--- START ---
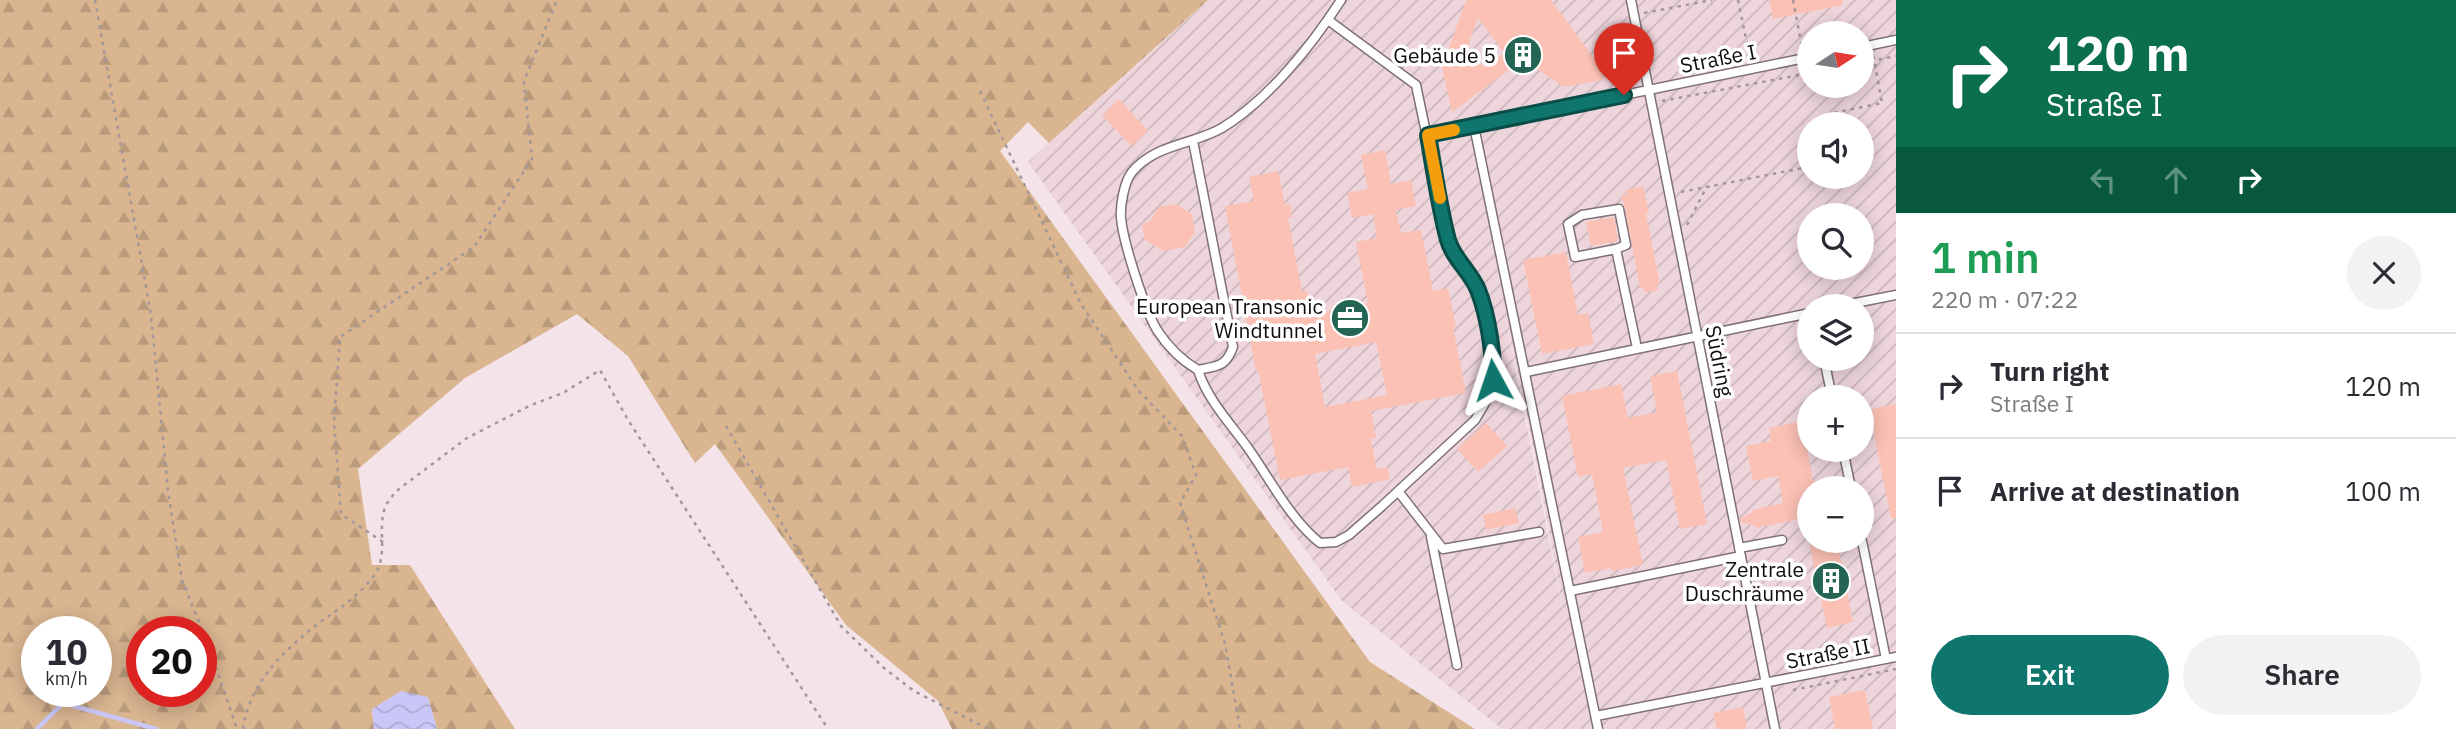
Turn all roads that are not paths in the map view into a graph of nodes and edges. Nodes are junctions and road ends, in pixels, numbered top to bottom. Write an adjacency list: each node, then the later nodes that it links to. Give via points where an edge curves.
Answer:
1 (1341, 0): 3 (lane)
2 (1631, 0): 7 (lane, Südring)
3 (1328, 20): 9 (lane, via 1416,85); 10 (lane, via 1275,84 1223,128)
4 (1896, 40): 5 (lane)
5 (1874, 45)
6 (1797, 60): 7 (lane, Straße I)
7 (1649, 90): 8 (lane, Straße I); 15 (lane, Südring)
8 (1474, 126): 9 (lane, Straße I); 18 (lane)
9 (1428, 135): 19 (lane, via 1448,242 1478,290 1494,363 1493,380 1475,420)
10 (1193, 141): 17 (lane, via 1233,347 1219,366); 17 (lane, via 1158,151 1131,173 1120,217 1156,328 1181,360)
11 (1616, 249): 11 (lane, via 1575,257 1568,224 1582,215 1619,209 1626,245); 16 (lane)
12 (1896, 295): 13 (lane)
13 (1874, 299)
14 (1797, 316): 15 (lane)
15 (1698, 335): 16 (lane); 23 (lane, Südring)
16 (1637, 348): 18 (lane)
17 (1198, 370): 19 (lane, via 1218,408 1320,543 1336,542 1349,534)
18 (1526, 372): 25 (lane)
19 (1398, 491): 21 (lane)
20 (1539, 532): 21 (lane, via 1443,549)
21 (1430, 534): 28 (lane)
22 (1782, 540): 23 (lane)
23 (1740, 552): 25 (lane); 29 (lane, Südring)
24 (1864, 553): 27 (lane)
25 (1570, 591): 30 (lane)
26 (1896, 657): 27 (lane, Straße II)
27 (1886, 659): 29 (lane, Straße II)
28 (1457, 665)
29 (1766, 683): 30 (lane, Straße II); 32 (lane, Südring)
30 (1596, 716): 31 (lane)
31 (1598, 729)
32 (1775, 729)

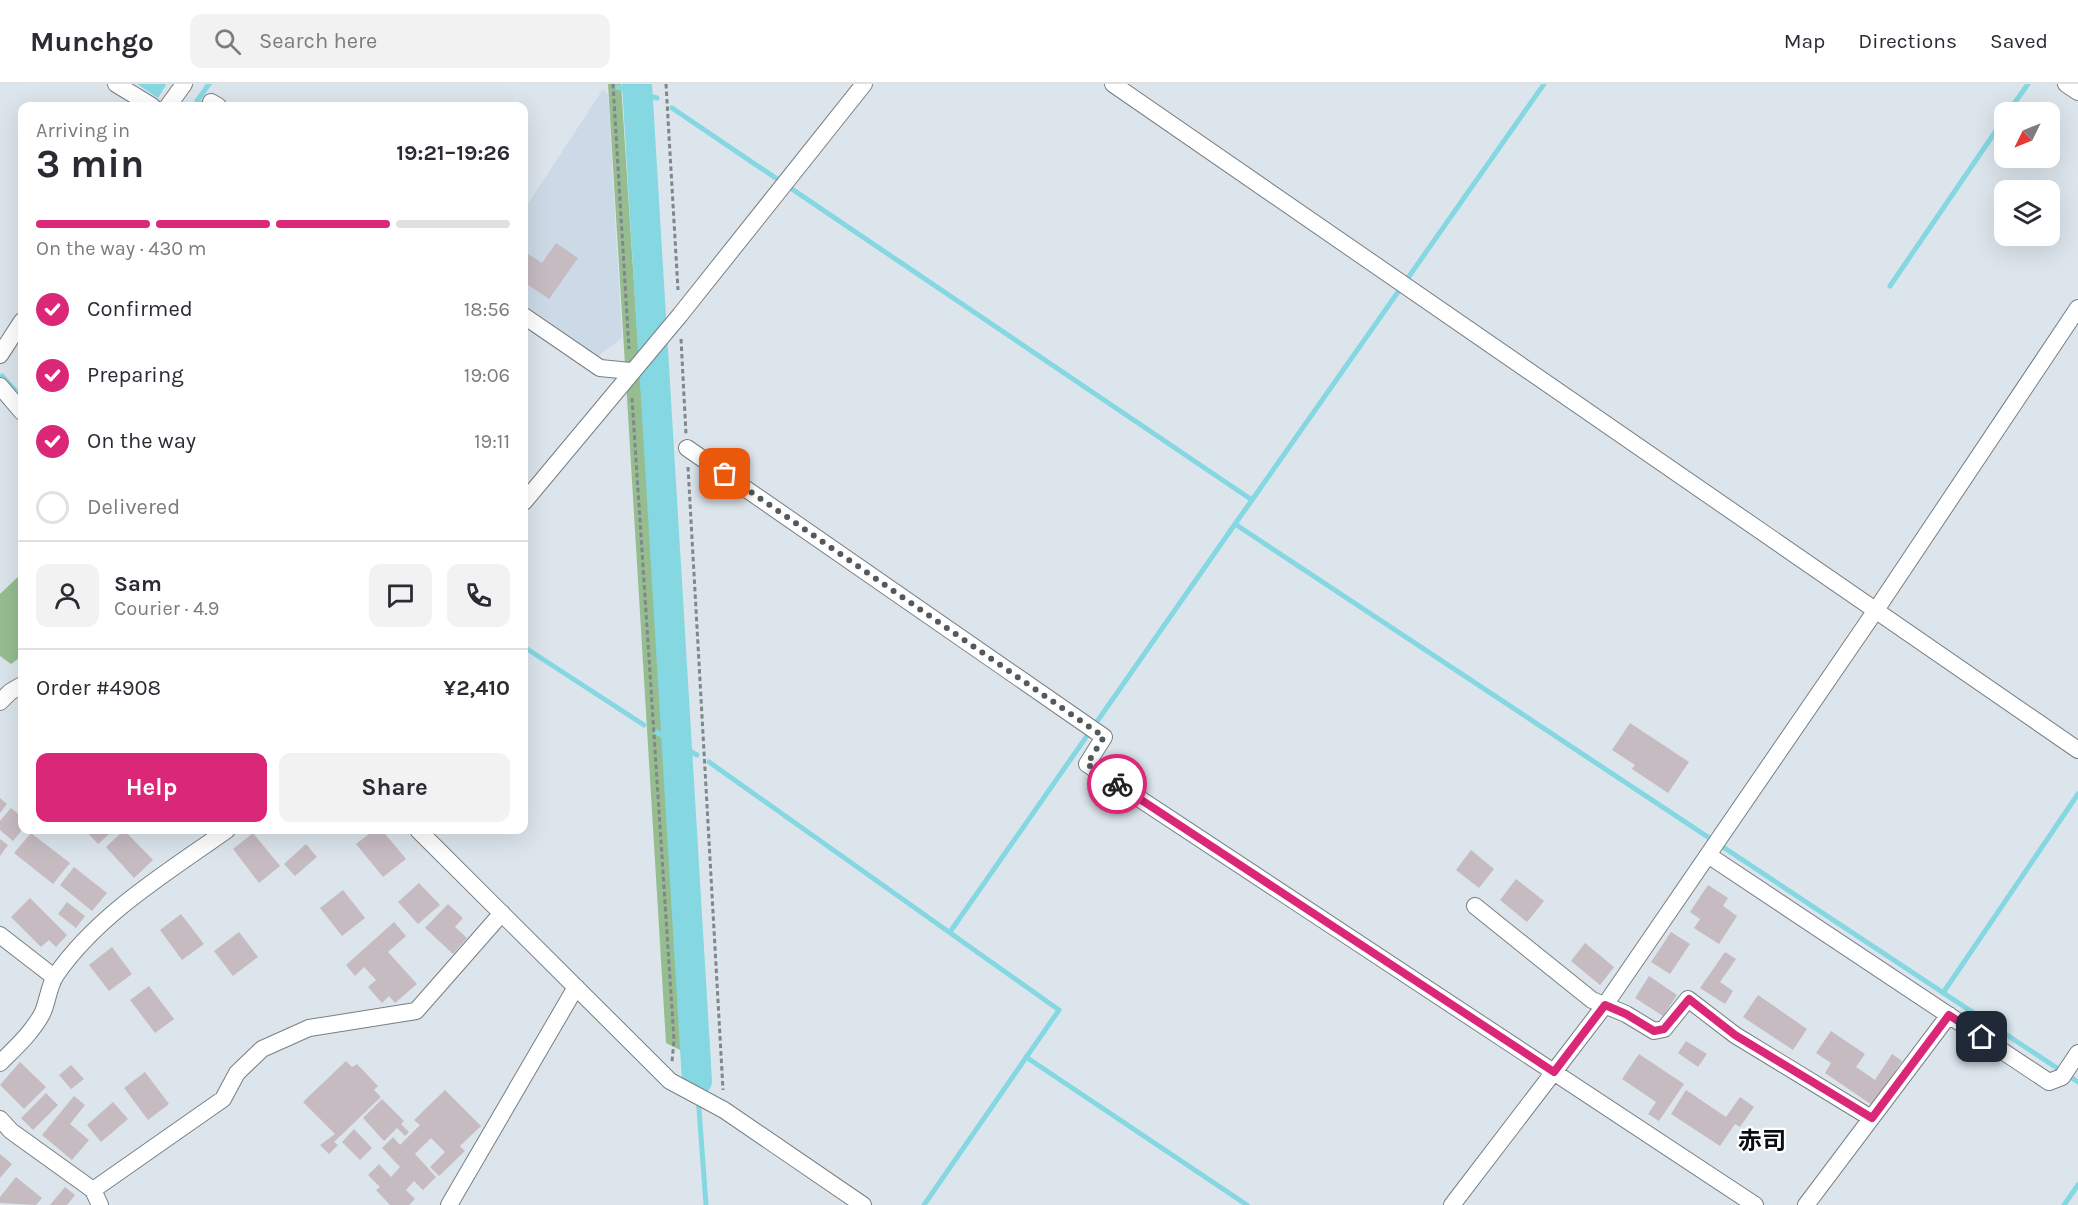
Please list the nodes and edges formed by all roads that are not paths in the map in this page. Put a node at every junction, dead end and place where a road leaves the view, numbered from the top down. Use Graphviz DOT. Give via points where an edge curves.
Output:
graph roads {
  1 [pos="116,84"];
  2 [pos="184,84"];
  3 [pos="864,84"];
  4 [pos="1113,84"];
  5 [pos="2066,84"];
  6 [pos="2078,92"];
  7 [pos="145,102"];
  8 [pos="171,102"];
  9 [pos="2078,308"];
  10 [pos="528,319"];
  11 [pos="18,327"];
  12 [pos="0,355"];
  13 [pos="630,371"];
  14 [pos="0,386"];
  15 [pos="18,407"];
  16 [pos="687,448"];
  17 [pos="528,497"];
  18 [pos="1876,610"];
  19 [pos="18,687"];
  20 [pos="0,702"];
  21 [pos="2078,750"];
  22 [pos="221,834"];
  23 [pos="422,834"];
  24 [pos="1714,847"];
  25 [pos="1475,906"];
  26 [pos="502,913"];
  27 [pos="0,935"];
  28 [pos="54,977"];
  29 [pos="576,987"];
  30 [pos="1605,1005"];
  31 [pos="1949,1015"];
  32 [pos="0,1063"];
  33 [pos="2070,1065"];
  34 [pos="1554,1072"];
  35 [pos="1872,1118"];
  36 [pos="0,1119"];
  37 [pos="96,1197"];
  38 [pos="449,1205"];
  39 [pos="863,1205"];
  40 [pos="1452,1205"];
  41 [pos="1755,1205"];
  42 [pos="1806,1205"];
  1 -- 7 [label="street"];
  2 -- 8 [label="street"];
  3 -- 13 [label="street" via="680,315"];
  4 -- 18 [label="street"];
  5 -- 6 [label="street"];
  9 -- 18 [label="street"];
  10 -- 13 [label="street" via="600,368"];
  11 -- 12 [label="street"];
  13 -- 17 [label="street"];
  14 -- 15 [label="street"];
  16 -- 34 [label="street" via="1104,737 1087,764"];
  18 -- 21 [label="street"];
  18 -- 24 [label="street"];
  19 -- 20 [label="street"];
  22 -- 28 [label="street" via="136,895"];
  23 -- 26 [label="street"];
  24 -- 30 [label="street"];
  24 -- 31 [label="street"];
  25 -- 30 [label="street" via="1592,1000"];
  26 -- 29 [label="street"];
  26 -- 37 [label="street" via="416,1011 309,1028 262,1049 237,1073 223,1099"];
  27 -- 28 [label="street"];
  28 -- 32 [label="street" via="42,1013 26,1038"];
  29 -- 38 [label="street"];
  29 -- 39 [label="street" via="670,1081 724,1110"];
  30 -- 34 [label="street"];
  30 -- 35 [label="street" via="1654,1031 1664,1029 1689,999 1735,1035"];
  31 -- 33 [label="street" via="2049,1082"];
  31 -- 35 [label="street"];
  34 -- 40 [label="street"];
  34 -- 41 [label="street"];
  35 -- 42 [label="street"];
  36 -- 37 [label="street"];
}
--- END ---
** PROBLEM **
Check each line of the records for the word "edge", and show the lines that contain it.

** ANSWER AREA **
Turn all roads that are not paths in the map view into a graph of nodes and edges. Nodes are junctions and road ends, in pixels, numbered top to bottom. Write an adjacency list: each node, then the later nodes that it links to. Give via points where an edge curves.
Please list the nodes and edges formed by all roads that are not paths in the map in this page. Put a node at every junction, dead end and place where a road leaves the view, numbered from the top down. Use Graphviz DOT. Give via points where an edge curves.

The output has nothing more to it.